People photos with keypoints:
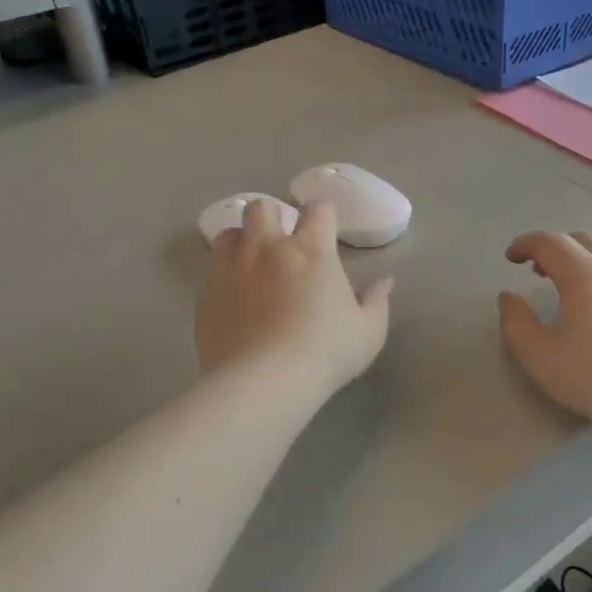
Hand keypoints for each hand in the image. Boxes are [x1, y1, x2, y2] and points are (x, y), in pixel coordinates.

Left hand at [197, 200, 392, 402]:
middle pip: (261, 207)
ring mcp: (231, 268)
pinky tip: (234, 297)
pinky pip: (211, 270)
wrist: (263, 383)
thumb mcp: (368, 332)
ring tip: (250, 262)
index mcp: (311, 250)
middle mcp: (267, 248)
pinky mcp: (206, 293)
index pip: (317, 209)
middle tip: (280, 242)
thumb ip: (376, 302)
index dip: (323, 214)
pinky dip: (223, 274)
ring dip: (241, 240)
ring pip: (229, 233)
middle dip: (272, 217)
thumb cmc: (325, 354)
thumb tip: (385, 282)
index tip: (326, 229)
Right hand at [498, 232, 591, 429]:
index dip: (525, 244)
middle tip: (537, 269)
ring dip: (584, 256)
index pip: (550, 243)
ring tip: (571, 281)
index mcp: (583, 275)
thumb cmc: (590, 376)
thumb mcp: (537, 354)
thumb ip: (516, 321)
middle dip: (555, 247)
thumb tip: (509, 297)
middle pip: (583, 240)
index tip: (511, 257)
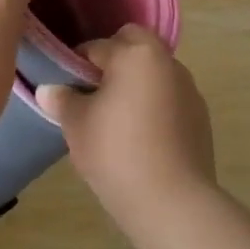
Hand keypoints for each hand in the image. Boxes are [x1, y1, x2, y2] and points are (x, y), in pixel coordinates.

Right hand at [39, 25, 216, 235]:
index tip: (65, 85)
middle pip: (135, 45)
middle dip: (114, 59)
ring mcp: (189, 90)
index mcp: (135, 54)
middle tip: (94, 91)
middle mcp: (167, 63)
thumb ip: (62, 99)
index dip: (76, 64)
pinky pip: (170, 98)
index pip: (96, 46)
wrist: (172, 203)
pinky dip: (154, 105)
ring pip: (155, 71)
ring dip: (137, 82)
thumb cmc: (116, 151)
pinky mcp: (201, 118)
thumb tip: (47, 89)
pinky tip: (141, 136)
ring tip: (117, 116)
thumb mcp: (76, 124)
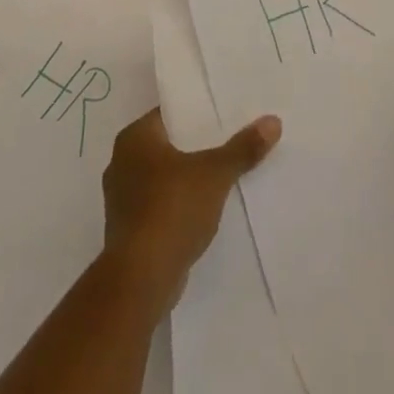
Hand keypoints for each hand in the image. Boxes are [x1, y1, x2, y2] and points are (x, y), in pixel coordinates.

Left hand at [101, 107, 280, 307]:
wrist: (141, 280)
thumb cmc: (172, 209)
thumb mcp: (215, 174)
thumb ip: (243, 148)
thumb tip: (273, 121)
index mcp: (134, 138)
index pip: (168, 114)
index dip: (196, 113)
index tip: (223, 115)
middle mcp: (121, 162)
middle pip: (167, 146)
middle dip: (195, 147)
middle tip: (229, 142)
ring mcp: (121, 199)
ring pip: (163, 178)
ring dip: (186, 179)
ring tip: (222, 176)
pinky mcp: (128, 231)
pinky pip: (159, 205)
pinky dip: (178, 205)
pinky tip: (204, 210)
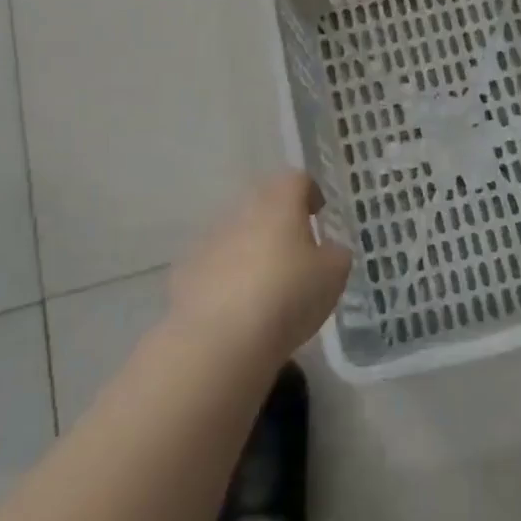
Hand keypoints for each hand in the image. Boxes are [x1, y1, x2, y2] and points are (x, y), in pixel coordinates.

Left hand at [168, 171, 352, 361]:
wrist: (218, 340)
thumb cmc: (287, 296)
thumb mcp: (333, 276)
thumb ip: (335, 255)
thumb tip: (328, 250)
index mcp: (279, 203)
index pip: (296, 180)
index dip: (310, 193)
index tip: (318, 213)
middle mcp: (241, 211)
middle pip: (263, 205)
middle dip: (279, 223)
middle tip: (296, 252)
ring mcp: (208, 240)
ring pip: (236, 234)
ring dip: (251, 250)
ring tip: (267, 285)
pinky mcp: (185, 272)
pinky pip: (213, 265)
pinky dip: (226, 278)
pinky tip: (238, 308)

...

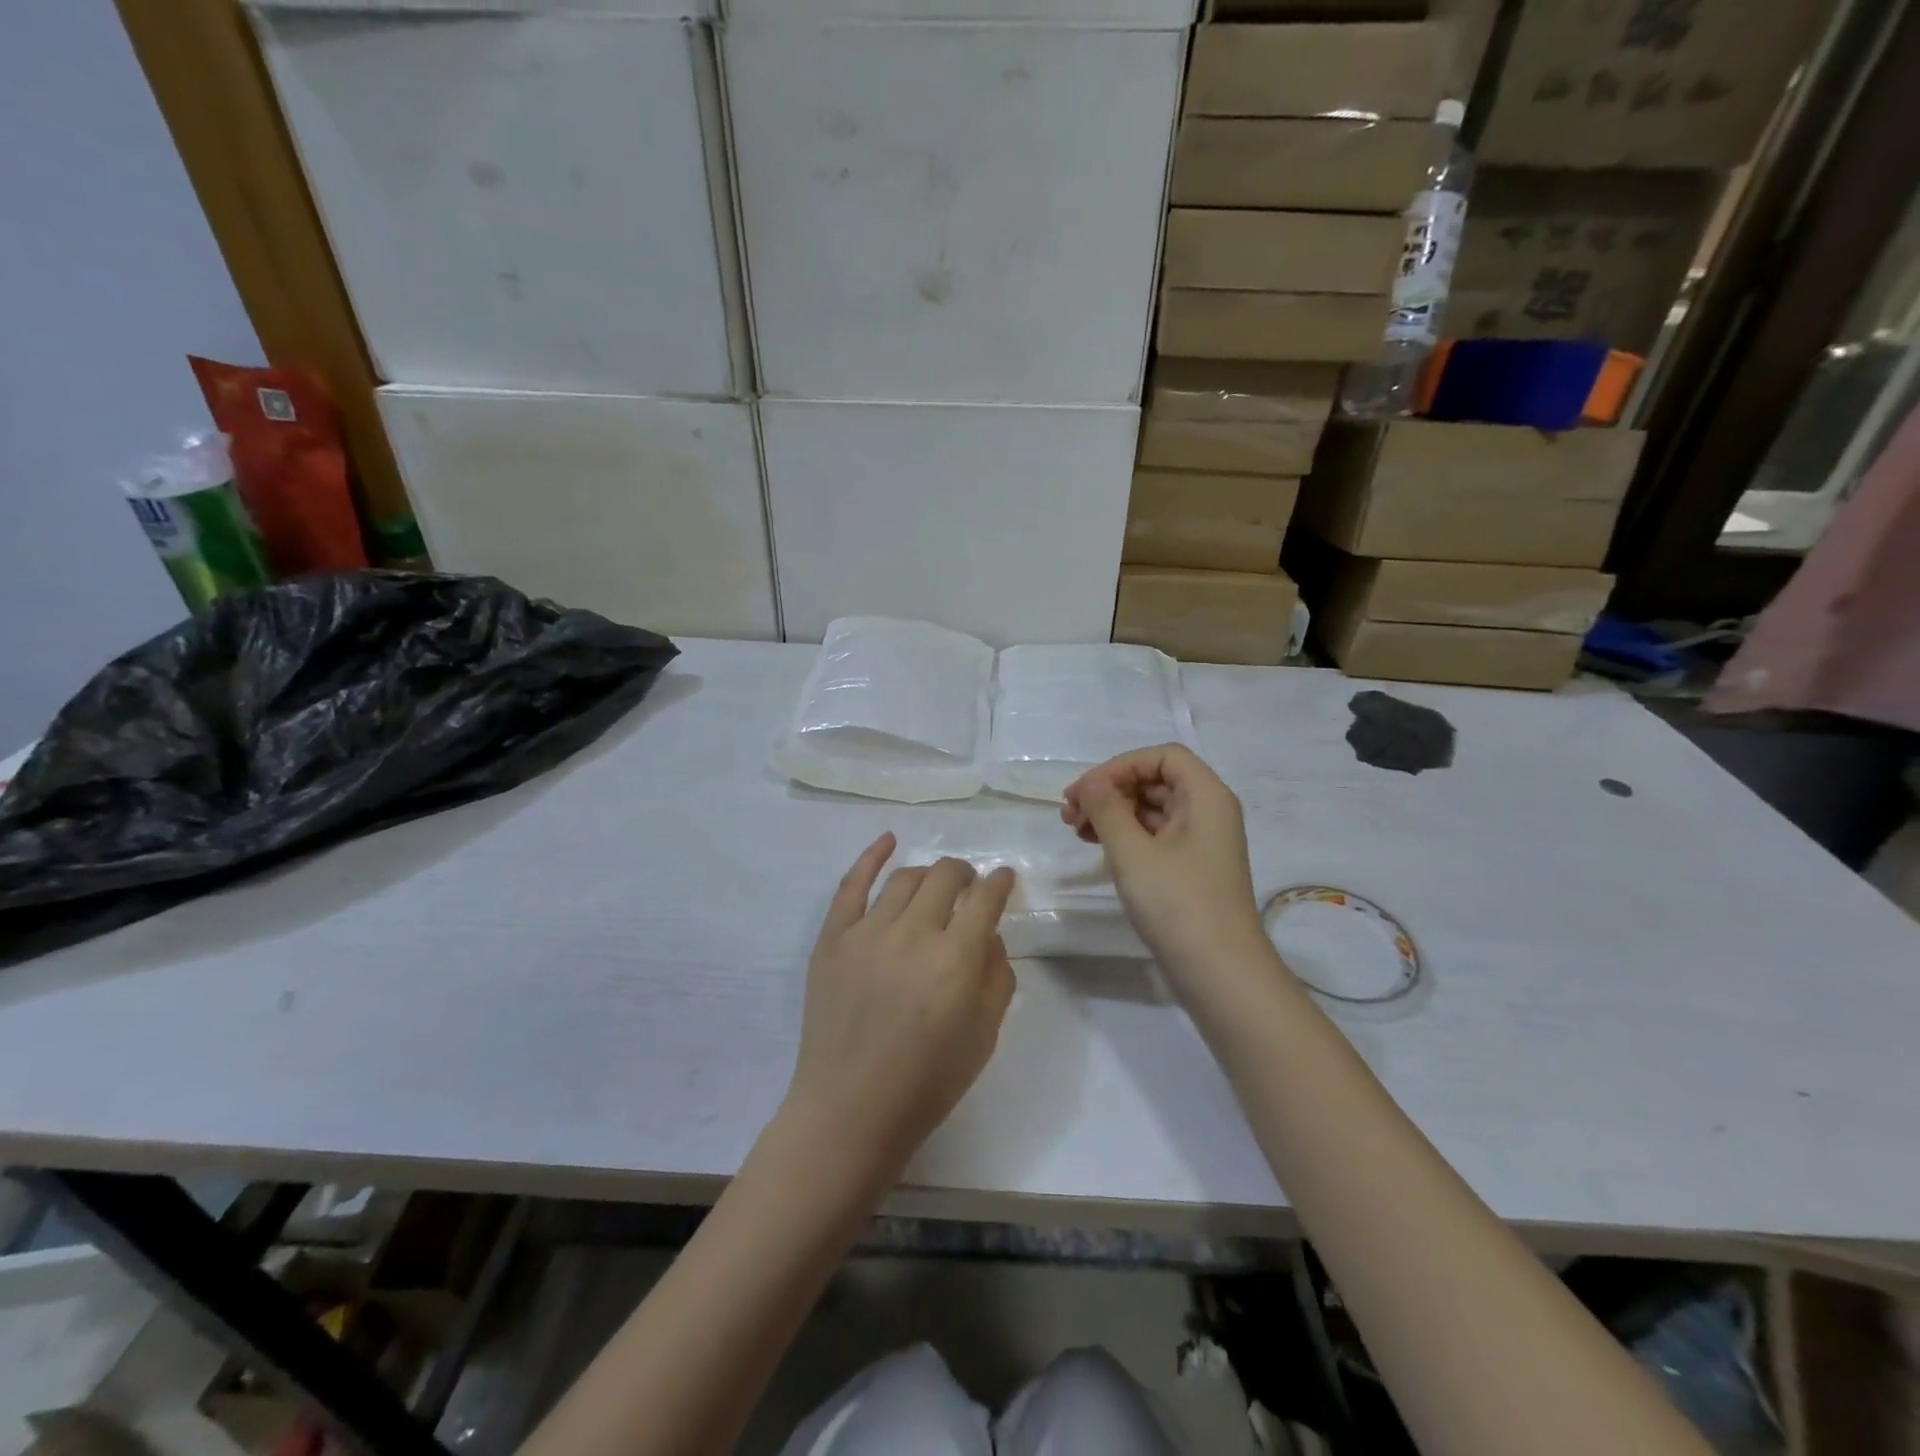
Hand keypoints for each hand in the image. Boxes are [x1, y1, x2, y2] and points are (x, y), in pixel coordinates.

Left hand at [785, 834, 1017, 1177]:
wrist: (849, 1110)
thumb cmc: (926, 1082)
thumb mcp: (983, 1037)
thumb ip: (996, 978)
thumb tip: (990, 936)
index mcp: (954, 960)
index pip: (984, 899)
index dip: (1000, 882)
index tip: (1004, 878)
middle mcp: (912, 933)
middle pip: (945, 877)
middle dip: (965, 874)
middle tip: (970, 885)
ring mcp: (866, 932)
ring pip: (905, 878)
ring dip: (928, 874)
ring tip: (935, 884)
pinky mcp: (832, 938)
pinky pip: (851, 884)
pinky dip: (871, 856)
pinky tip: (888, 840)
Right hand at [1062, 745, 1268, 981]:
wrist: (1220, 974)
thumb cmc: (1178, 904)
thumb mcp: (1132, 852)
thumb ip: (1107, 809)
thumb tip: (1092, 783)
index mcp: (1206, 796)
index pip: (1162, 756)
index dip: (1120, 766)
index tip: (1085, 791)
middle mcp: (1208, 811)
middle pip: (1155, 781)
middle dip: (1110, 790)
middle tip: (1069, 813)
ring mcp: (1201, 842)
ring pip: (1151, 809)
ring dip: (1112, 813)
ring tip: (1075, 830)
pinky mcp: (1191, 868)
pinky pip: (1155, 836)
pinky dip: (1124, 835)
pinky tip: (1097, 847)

* Description of the task *
Filter the records for the word "wrist" and show every line that has it.

* Exercise answer *
wrist: (263, 383)
wrist: (172, 203)
wrist: (141, 280)
wrist: (218, 340)
wrist: (849, 1110)
wrist: (1220, 974)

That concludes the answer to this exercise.